[314x238]
В колонках играет - Tool
Настроение сейчас - неопределенное
Ветер дует в лицо или в спину?! Так сложно определить его точное направление. Но, разве это так важно?… Все важное просто испарилось и стало ненужным, невостребованным. Зачем пытаться определить направление ветра, если его прикосновение просто доставляет удовольствие. Каждый порыв теплого воздуха, как прилив новых ощущений. Каждое его прикосновение – отцовские руки, ободряющие и восполняющие новой энергией веры во что-то более светлое и чистое, чем этот день, затянутый дымом поражений и смерти.
Дрожащие пальцы притрагиваются к лицу. Они скользят по обросшим щетиной щекам и падают на губы – потрескавшиеся и сухие, как земля, сотни километров которой остались за моей солдатской спиной. А ведь надо еще столько много пройти. Кто-то сказал мне, что впереди будет гораздо лучше… Кто-то сказал, что впереди нас ожидают луга, трава которых отливает сочным изумрудным блеском и вселяет в человеческие сердца доброту и спокойствие. Но ведь я знаю, что до них еще слишком далеко: сотни, тысячи изношенных и затертых до дыр сапог. А у меня нет больше времени на дорогу. У меня не хватает времени даже на жизнь.
Я медленно опускаюсь на колени, отрываю пальцы от губ и трогаю мокрый песок. Он забивается под ногти и, словно нождачка, зачищает под ними мягкую плоть, делая ее рыхлой и девственно чистой. Я нагибаюсь еще ниже, так, что теперь мои локти касаются песчаного берега Керчи. Я вытягиваю руки вперед, и мои кисти все-таки достигают той зыбкой границы, которую определил прилив. Еще несколько секунд и мое тело пробирает дрожь: оно ощутило воду…

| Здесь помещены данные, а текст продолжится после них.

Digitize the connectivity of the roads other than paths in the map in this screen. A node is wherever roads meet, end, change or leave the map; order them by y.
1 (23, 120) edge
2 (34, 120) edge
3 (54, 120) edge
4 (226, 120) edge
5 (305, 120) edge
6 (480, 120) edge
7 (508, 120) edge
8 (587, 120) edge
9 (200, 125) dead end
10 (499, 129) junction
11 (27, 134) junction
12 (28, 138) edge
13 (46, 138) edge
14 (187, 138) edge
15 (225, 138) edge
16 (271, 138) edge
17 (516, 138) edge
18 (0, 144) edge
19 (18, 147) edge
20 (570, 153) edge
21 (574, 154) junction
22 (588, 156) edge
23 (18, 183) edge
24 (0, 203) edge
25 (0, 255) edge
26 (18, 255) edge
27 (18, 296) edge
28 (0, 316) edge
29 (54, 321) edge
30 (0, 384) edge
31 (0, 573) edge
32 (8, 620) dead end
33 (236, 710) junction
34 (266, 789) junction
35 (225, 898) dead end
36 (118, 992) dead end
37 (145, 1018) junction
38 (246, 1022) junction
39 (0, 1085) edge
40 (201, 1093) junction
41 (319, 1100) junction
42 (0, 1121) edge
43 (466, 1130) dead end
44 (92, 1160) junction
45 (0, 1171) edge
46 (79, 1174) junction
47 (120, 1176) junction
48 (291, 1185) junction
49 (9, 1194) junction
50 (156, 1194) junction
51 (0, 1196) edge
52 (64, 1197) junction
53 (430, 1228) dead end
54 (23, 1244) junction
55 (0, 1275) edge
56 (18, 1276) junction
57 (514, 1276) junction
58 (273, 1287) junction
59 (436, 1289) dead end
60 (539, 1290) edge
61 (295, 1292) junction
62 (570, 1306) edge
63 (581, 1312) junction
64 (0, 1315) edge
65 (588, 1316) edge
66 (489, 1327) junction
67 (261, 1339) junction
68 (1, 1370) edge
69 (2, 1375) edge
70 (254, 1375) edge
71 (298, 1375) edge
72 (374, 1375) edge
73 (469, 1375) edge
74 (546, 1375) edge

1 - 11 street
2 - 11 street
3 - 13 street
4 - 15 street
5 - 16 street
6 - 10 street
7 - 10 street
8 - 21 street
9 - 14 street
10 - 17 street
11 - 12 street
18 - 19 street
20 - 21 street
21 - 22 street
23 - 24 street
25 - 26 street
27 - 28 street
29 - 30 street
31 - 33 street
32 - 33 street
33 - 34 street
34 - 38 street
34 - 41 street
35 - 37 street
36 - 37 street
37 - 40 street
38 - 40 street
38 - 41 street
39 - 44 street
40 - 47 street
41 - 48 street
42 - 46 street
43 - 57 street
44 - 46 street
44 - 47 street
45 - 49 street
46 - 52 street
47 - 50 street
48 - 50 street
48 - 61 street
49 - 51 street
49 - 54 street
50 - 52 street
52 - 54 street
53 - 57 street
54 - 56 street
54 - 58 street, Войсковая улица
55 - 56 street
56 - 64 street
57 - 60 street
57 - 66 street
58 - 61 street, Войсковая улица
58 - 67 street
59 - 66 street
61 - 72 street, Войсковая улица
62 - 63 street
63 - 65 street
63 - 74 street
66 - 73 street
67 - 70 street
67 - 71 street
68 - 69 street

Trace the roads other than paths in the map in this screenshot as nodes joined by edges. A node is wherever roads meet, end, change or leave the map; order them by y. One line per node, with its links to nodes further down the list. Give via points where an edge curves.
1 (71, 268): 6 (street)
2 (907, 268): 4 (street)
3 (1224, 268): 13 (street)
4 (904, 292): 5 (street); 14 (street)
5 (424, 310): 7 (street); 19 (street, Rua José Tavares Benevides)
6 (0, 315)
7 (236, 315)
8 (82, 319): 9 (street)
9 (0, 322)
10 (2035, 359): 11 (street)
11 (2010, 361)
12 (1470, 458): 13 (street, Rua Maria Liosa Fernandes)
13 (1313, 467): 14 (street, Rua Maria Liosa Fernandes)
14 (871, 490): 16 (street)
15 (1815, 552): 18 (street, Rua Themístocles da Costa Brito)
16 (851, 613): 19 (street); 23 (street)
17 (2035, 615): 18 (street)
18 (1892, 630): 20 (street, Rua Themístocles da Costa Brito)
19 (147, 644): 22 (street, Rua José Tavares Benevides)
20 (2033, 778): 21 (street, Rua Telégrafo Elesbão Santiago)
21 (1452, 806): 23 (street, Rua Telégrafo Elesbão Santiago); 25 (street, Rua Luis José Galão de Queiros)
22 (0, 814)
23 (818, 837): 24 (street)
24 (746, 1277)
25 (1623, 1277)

Запах смерти повсюду. Он витает в воздухе вместе с роем зеленых мух-стервятников, то и дело приземляющихся на мое обессилевшее тело. Я прошу подождать их еще немного, совсем чуть-чуть, ведь я пока еще жив. В то же время и не гоню их прочь, ведь я почти уже мертв…
Мозг работает со скоростью доселе неизведанной учеными. Он считывает все прожитое и, словно кинопроектор, проецирует передо мной самые лучшие и дорогие моменты моей короткой жизни. Я вижу, как мама варит кофе и намазывает гренки сливочным маслом. Я не могу пить кофе, ведь у меня больное сердце и мне будет плохо, если я сделаю хоть один глоток кофеина. Но мамин рецепт какой-то особенный и совершенно безвредный. Она варит долго и тщательно помешивает в турке ложечкой, мурлыча при этом себе под нос какой-то до боли знакомый мотив. Я сижу на высоком стуле, уперевшись локтями в поверхность кухонного стола, и болтаю ногами, которые еще не касаются досчатого пола, потому что я только вчера впервые пошел в школу. Вокруг меня парит пряный запах и, вдыхая его, я ощущаю материнскую любовь, сильнее и приятнее которой нет ничего на этом свете. Неожиданно проектор гаснет, и, вместо аромата маминого кофе, в мои ноздри врывается едкая вонь разлагающихся человеческих трупов. Я открываю глаза и вижу, как сотни, тысячи обезображенных и искалеченных солдатских тел выбрасывает на берег морской волной – красной от вытекшей и еще не свернувшейся крови. Из меня рвется крик, но, вырвавшись наружу, он превращается в глубокий хрип какого-то невиданного зверя, по совершенной случайности подстреленного одиноким охотником на оленей. И этот зверь будто вопросительно смотрит в испуганные, удивленные глаза охотника, вопрошая его: “Зачем?!” Но охотник не знает что сказать, ведь он уже на протяжении многих лет задает самому себе тот же самый вопрос и не находит нужного ответа.
Я вновь закрываю глаза и чувствую, что мои веки тяжелеют от сильного прилива крови. Мысль о том, что их уже никогда не поднять, совершенно не пугает. Мысль о том, что я уже мертв, делает меня свободным.